Mi única lectura bíblica íntegra proviene del ejemplar familiar: un bello volumen de casi mil quinientas páginas y 285 por 225 por 90 milímetros, encuadernado en piel negra con ornamentos y bordes de páginas dorados y una cruz igualmente dorada sobre fondo escarlata en la tapa; grabado en el lomo: «Sagrada Biblia-Nueva Edición Guadalupana»; una edición de 1950, reimpresa en 1965. De inmediato, lo consulté, y ahí estaba la dichosa oración: «… y es infinito el número de los necios» («Eclesiastés» 1:15). Ello, porque la edición, y se anunciaba con magnificencia en una de las páginas iniciales, tomó por referencia la traducción del obispo Félix Torres i Amat. Una edición de 1950, cuando ya desde 1947 empezaban a divulgarse las revisiones en castellano; reimpresa en 1965, cuando el Concilio Vaticano II decidió emprender la redacción de la Nova Vulgata.
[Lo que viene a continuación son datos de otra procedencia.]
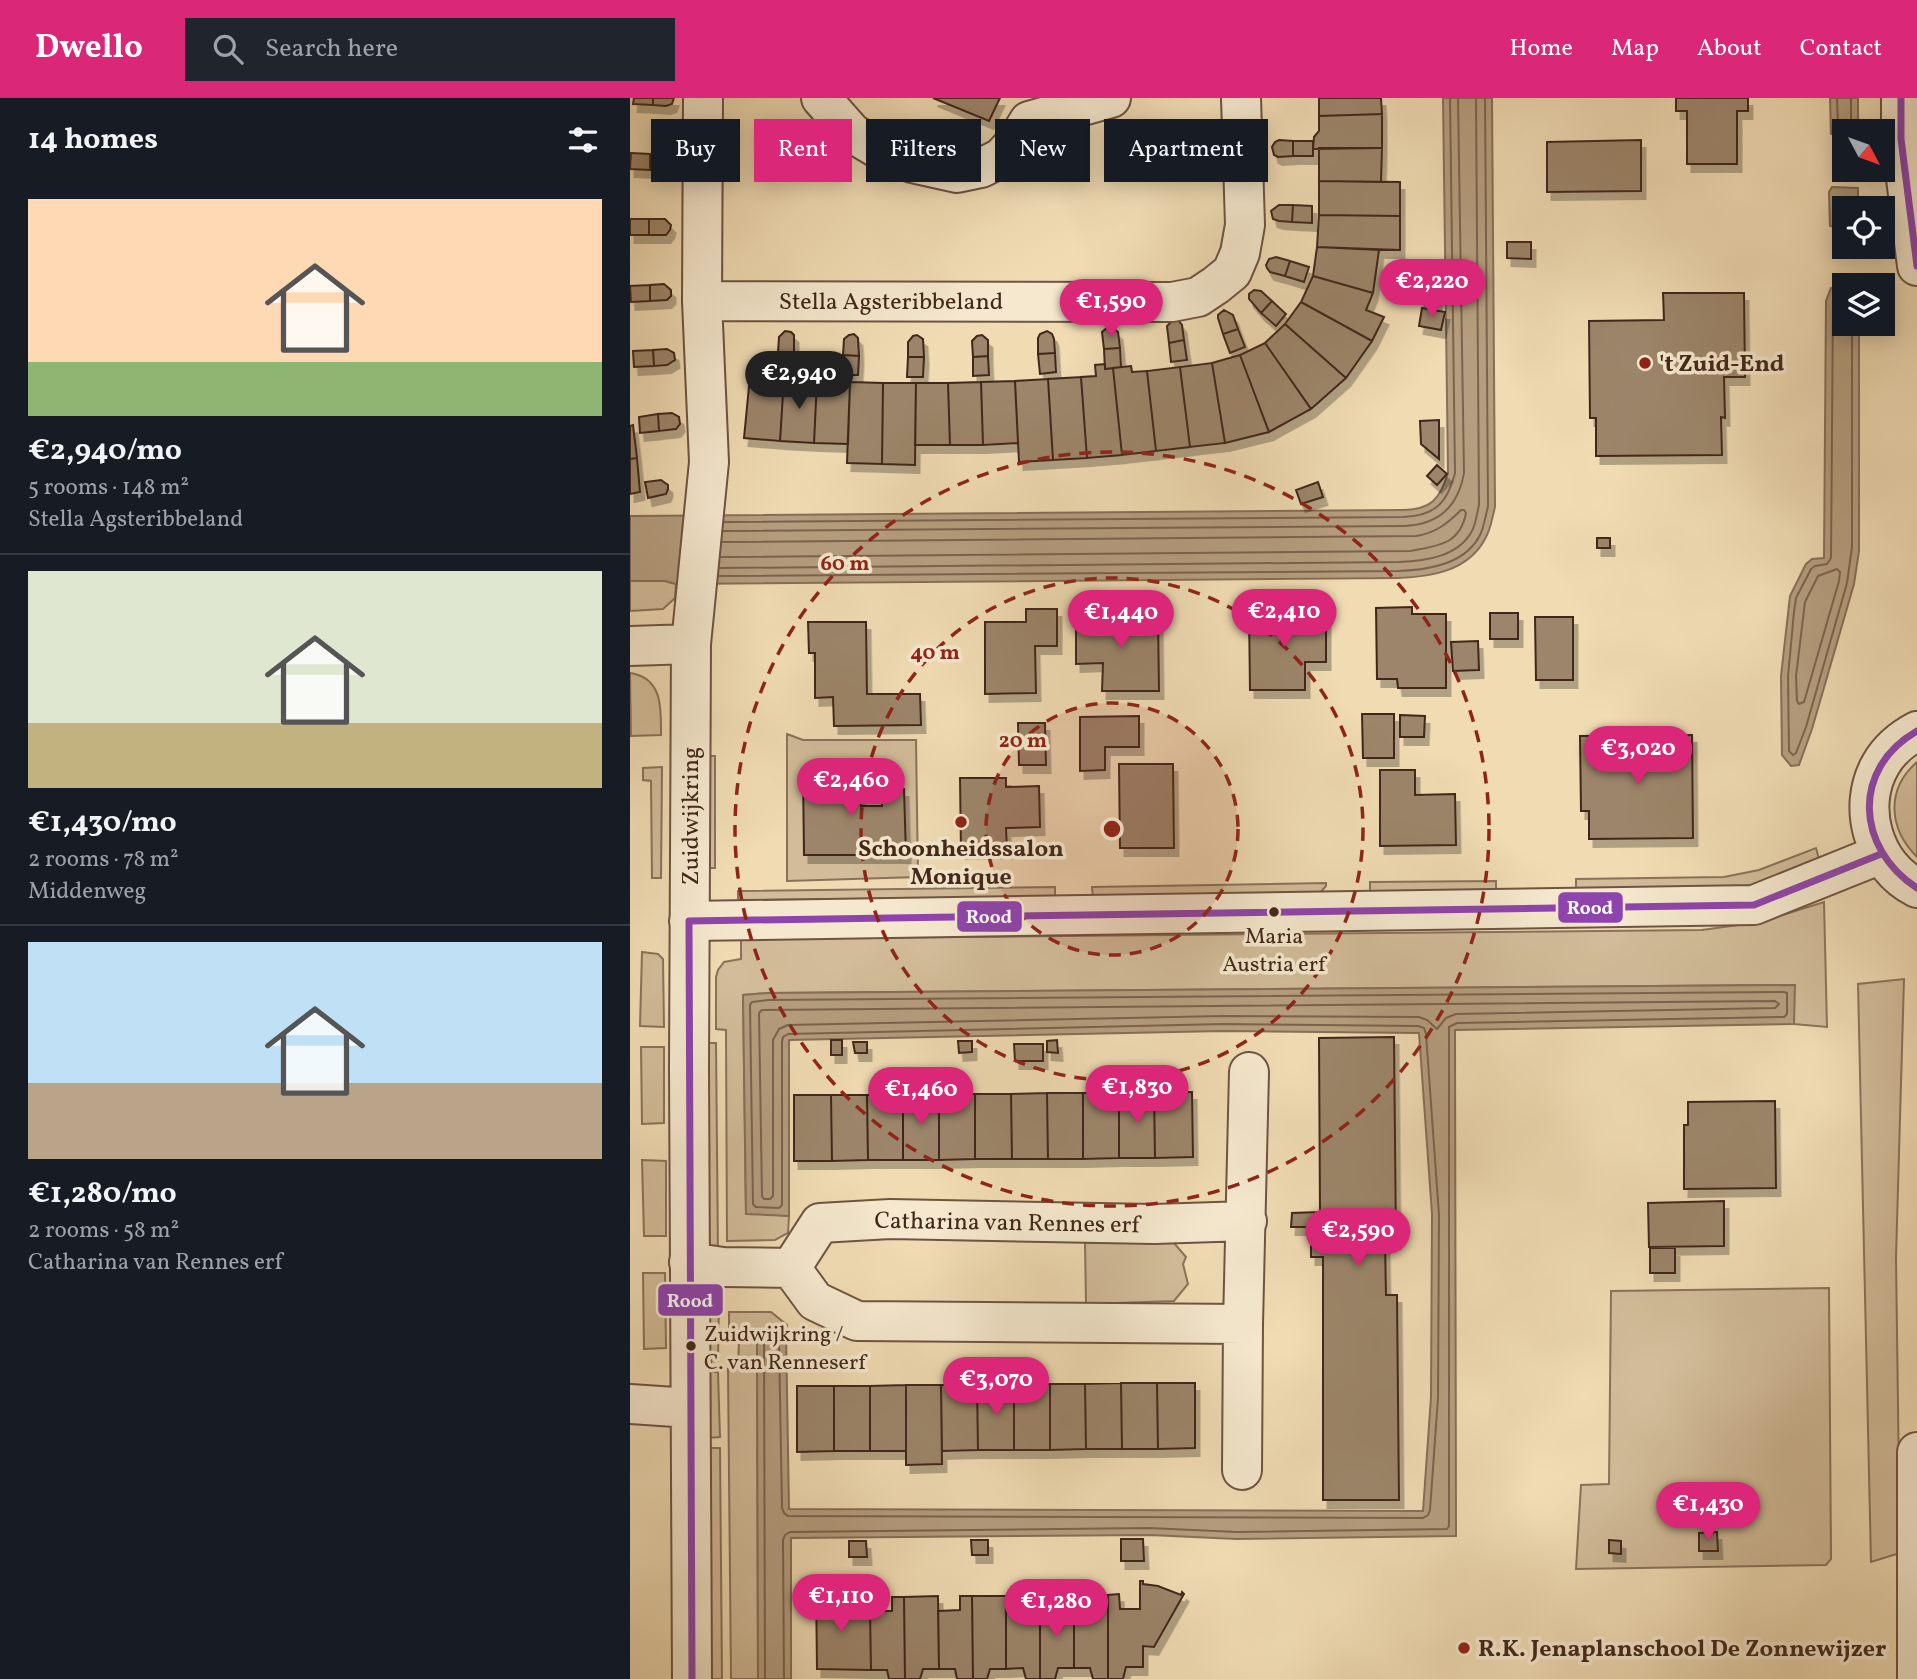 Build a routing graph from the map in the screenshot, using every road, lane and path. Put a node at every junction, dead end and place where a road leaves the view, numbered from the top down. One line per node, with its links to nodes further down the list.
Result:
1 (703, 98): 7 (street)
2 (821, 98): 3 (street)
3 (1111, 98)
4 (1241, 98): 7 (street, Stella Agsteribbeland)
5 (1901, 98): 6 (street)
6 (1916, 259)
7 (702, 301): 8 (street)
8 (691, 645): 9 (street); 13 (street, Zuidwijkring)
9 (630, 646)
10 (1917, 731): 11 (street)
11 (1881, 854): 12 (street); 13 (street)
12 (1917, 888)
13 (689, 921): 16 (street, Zuidwijkring)
14 (1249, 1072): 15 (street)
15 (1247, 1221): 17 (street, Catharina van Rennes erf); 18 (street)
16 (689, 1262): 17 (street); 20 (street, Zuidwijkring)
17 (791, 1268): 18 (street)
18 (1243, 1324): 22 (street)
19 (630, 1404): 20 (street)
20 (690, 1408): 23 (street, Zuidwijkring)
21 (1917, 1452): 24 (street)
22 (1242, 1470)
23 (692, 1679)
24 (1917, 1679)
La situación me resultó desconcertante. Atesoraba la convicción de que la obra fue adquirida para constituir el hogar familiar. Si mis padres contrajeron matrimonio en diciembre de 1978, ¿cómo era posible que una versión anticuada, contenida de reconocidos errores, llegara a sus manos? Indagando, descubrí que el ejemplar había sido comprado a un vendedor a domicilio por mi madre en enero de 1977, con el fin de incluirlo en su ajuar; no recordaba el precio, pero sí que lo pagó a plazos.
Y así se dispuso la estafa. Imagine. Una joven devota, honrada, todavía ingenua, ilusionada con la planificación de su boda, desconocedora de los avatares de un concilio cerrado cuando ella tenía diez años; un vendedor de verbo fácil, sonrisa inmaculada y remordimientos despachados; una edición bíblica corregida, oficial, definitiva, publicada en fascículos entre 1969 y 1977, a medida que avanzaban los trabajos de saneamiento, cuya versión completa estaría al aparecer (acontecería en 1979); y un piélago de lujosos volúmenes bíblicos caducos acumulados en el almacén de la editorial o librería de turno, de elevado costo y garantizas pérdidas… La villanía en lo sagrado.